◆ TASK BRIEF ◆
After reading the lines below, count those that contain "Lower" and give the count alone.

◆ DATA TO USE ◆
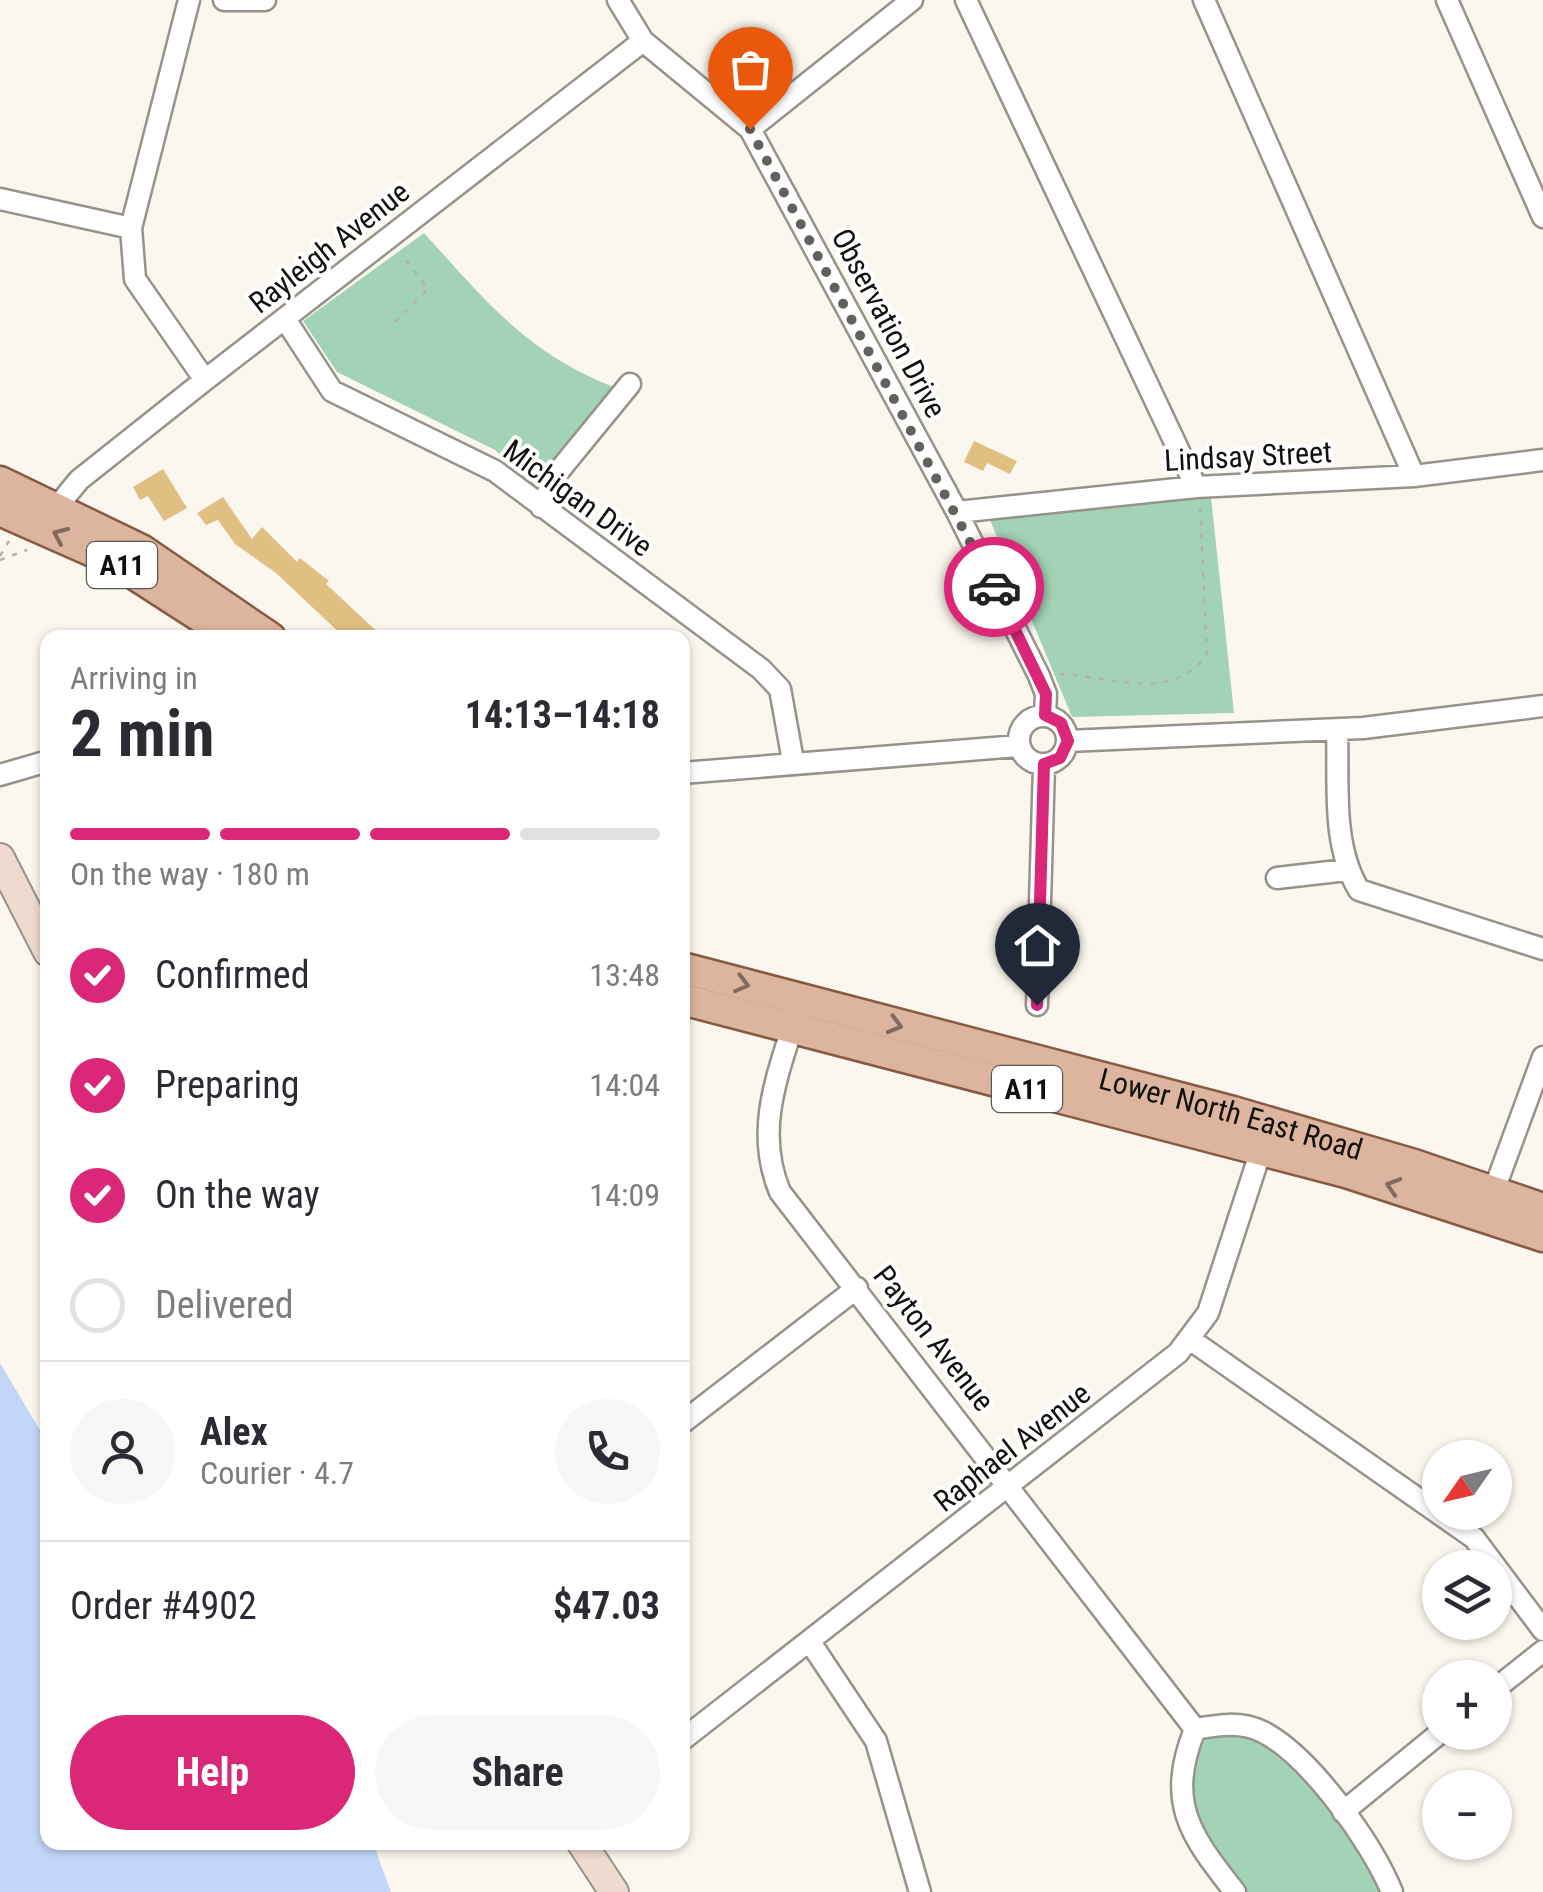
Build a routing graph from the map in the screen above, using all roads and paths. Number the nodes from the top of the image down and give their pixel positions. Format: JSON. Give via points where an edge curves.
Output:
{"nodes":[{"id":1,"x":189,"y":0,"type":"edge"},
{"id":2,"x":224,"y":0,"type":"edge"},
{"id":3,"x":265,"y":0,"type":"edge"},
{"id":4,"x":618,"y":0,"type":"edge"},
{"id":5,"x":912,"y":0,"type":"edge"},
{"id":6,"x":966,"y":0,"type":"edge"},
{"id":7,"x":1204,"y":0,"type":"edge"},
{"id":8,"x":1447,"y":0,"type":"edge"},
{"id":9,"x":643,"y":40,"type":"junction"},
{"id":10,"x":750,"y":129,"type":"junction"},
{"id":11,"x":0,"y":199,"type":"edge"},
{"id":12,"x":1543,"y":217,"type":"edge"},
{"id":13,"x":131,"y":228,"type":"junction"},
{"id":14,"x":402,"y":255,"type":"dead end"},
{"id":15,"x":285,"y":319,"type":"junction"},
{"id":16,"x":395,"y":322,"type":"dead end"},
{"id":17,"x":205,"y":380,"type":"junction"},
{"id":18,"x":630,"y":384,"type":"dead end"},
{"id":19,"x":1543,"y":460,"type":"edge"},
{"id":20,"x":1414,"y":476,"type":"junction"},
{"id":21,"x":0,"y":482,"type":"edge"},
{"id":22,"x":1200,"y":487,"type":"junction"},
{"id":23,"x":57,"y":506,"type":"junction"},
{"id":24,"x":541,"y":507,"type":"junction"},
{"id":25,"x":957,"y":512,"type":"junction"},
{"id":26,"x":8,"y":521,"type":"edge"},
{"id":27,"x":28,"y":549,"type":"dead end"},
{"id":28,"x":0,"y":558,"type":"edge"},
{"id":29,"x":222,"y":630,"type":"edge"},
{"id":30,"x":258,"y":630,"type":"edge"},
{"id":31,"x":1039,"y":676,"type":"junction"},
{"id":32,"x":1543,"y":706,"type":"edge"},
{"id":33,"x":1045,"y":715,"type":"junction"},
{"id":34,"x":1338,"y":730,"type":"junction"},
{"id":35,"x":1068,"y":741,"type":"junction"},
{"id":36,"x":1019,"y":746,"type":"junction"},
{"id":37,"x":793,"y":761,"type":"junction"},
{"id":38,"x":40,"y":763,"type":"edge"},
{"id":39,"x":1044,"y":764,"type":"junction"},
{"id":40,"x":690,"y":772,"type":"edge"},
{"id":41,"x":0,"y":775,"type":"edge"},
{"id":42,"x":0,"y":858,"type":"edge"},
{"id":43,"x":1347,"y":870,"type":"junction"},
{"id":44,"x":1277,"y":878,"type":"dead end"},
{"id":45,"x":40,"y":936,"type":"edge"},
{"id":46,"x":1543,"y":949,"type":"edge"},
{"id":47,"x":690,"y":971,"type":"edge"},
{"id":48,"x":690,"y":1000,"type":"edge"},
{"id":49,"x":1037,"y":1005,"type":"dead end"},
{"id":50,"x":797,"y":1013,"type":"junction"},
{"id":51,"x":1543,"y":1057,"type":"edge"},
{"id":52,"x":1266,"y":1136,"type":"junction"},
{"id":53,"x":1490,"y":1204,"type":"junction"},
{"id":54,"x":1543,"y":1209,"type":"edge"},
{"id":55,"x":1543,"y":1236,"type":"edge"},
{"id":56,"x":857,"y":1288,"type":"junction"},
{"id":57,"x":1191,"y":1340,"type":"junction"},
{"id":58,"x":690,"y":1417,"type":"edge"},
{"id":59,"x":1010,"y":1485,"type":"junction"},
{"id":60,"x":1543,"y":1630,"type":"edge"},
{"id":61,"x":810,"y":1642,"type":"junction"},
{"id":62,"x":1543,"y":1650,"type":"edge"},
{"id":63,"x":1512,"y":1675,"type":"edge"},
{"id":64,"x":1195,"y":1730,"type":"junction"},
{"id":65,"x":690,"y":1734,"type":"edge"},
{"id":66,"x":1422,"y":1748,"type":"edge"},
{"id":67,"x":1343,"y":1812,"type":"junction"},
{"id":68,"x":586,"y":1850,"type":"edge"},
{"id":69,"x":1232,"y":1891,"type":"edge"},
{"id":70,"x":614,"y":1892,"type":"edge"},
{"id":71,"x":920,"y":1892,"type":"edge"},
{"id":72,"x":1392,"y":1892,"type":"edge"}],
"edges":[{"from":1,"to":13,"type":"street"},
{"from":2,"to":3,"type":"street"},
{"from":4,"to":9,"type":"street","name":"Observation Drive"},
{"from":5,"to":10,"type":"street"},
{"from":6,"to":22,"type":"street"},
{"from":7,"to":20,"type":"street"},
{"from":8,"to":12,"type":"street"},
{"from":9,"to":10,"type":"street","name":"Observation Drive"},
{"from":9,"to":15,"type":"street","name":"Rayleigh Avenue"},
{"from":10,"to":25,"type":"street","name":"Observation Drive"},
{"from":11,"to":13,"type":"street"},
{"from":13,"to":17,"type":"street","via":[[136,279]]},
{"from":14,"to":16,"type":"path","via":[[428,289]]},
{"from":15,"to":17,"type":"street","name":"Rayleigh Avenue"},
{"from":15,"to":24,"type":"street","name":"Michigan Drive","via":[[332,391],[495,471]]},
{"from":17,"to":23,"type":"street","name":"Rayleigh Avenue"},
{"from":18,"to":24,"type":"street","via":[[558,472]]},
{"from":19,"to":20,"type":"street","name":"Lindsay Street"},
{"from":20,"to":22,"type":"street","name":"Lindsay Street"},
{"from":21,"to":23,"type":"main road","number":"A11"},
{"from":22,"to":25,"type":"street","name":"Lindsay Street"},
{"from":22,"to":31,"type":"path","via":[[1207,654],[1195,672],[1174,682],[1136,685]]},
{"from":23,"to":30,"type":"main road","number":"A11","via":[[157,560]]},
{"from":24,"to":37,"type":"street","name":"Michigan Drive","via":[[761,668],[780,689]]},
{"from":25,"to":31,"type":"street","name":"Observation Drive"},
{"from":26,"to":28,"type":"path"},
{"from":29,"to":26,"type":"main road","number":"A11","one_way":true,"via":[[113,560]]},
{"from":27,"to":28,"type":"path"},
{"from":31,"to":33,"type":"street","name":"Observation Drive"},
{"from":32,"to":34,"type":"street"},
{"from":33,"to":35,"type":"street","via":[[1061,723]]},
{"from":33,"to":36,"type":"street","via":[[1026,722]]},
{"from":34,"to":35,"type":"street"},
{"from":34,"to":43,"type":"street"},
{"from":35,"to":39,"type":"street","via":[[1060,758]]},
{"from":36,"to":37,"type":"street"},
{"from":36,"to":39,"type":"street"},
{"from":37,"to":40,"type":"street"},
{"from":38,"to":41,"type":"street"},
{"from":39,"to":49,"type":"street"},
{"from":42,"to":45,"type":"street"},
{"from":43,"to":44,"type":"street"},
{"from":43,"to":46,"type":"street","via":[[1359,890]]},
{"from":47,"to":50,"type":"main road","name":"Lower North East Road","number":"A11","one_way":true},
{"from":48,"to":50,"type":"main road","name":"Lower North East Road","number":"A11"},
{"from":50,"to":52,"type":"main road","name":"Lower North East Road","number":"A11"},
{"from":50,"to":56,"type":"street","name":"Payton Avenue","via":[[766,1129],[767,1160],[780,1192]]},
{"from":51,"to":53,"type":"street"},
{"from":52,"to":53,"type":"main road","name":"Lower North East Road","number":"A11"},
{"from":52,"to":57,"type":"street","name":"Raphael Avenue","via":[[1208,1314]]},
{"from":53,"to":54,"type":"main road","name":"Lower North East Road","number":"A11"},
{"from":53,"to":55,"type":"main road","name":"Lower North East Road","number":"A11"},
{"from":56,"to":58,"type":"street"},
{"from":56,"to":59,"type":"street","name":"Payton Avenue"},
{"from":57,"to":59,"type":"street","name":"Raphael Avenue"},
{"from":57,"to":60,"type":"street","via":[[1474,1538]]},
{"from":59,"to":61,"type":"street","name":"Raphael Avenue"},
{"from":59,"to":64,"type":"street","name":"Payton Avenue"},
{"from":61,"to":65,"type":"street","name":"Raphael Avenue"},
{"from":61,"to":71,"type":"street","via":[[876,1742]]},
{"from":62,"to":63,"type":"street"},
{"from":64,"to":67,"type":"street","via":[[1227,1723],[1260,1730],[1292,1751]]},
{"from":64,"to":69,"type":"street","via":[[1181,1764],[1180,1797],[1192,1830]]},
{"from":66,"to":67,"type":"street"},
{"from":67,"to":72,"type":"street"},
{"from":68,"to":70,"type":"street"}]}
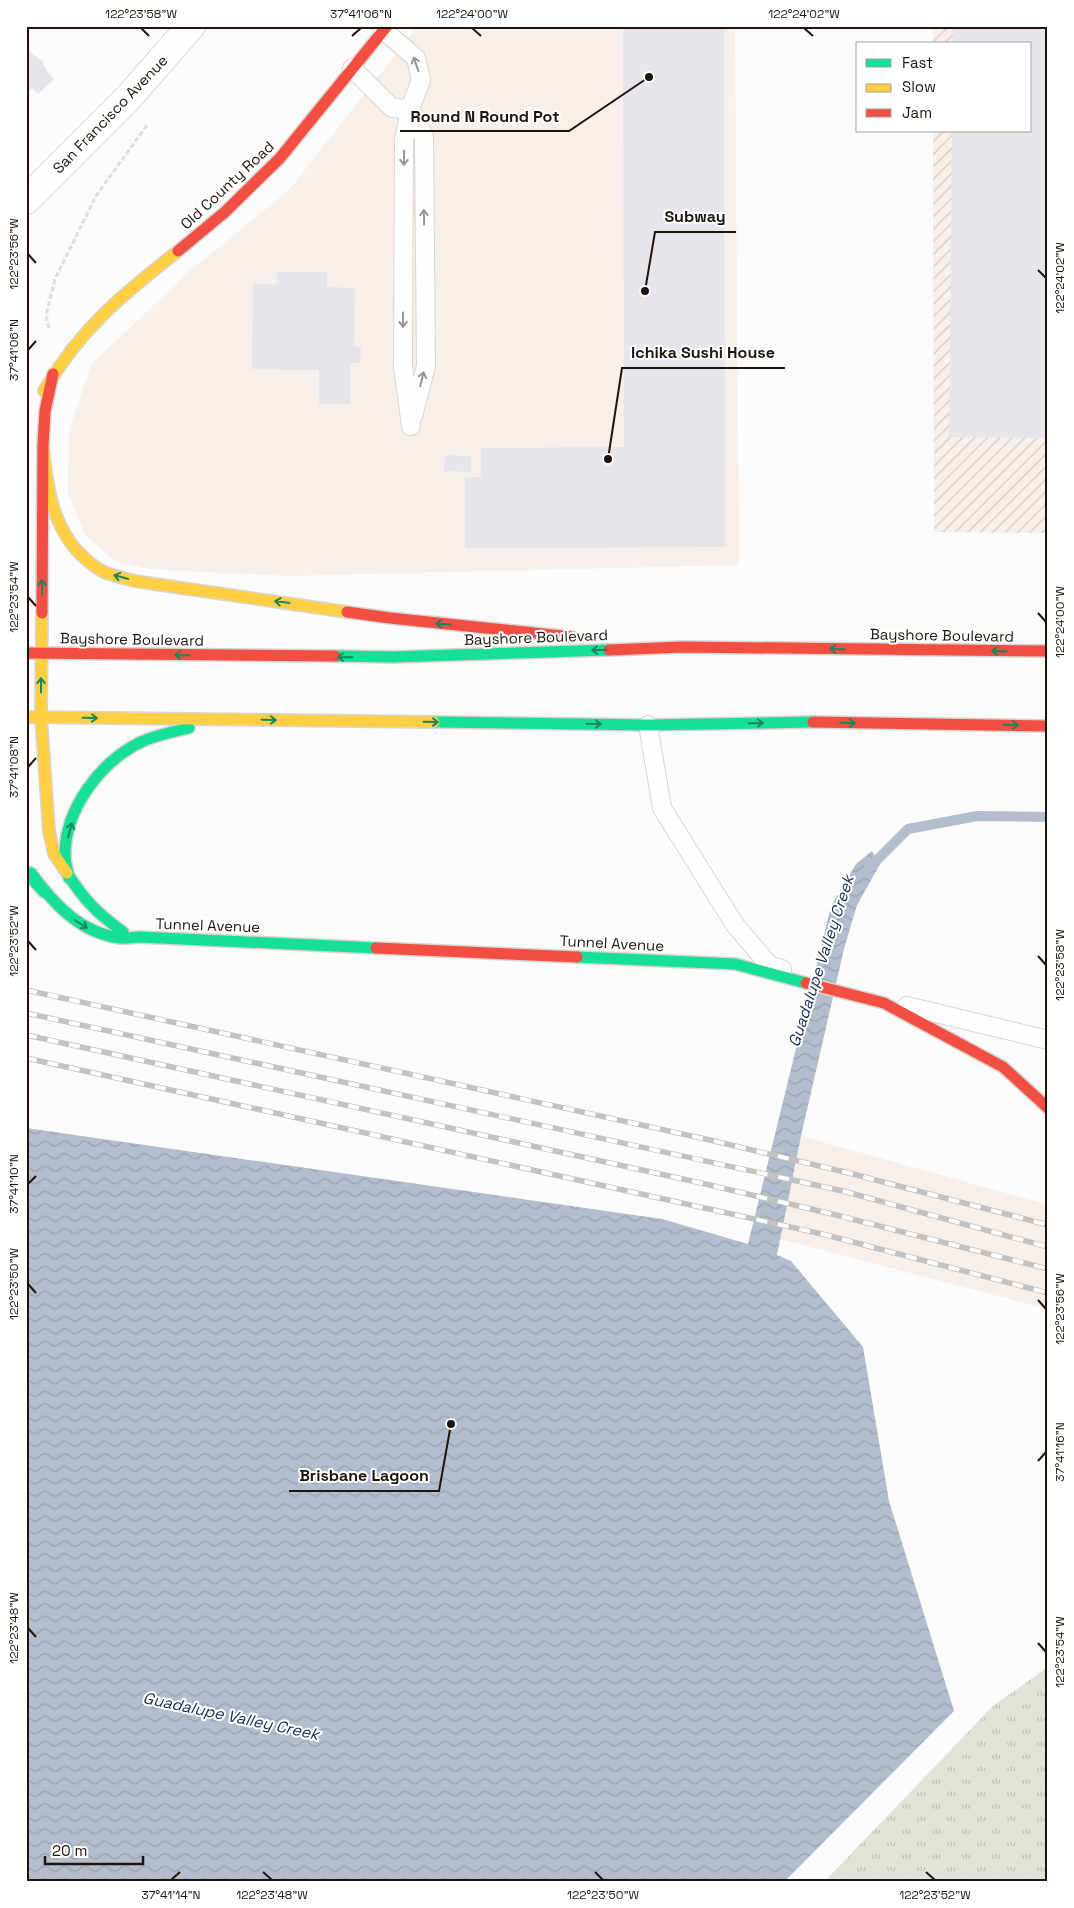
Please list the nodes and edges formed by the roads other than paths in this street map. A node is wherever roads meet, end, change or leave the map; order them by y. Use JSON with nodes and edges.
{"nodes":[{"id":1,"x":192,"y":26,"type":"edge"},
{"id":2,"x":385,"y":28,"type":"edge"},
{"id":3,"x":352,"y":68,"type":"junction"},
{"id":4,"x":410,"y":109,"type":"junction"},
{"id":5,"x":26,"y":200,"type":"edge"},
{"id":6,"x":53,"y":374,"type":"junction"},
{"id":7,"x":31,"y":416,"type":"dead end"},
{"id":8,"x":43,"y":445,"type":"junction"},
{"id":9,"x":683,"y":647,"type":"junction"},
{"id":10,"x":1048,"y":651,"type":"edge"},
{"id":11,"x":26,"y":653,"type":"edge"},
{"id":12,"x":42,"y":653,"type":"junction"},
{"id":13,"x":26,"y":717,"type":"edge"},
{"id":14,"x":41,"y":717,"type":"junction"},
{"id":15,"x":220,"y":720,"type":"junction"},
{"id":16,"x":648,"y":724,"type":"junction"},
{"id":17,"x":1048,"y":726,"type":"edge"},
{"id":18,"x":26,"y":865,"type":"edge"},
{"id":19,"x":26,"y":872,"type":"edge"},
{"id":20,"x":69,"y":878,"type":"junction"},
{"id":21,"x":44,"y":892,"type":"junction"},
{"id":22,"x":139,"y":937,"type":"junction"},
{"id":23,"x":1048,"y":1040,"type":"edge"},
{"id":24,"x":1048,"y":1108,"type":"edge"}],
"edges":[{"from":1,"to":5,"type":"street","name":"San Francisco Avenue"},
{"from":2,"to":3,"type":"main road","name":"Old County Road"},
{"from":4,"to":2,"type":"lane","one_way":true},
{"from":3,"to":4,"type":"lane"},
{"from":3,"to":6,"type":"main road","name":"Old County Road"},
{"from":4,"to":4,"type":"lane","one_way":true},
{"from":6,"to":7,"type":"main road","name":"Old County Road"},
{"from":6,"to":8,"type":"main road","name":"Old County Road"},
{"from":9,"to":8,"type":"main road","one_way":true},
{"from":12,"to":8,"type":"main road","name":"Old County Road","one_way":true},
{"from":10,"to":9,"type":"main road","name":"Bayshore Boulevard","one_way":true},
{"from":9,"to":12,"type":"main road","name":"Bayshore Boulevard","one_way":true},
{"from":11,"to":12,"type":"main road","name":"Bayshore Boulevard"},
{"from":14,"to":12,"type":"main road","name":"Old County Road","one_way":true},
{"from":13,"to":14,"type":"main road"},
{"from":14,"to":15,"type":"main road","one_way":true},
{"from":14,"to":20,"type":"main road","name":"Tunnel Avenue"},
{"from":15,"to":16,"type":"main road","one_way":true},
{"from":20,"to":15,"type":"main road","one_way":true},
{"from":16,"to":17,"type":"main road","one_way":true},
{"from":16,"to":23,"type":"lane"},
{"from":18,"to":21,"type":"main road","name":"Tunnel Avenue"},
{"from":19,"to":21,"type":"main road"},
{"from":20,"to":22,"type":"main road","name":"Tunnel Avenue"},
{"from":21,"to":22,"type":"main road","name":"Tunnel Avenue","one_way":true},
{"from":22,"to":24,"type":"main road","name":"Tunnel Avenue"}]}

◆ ANSWER AREA ◆
6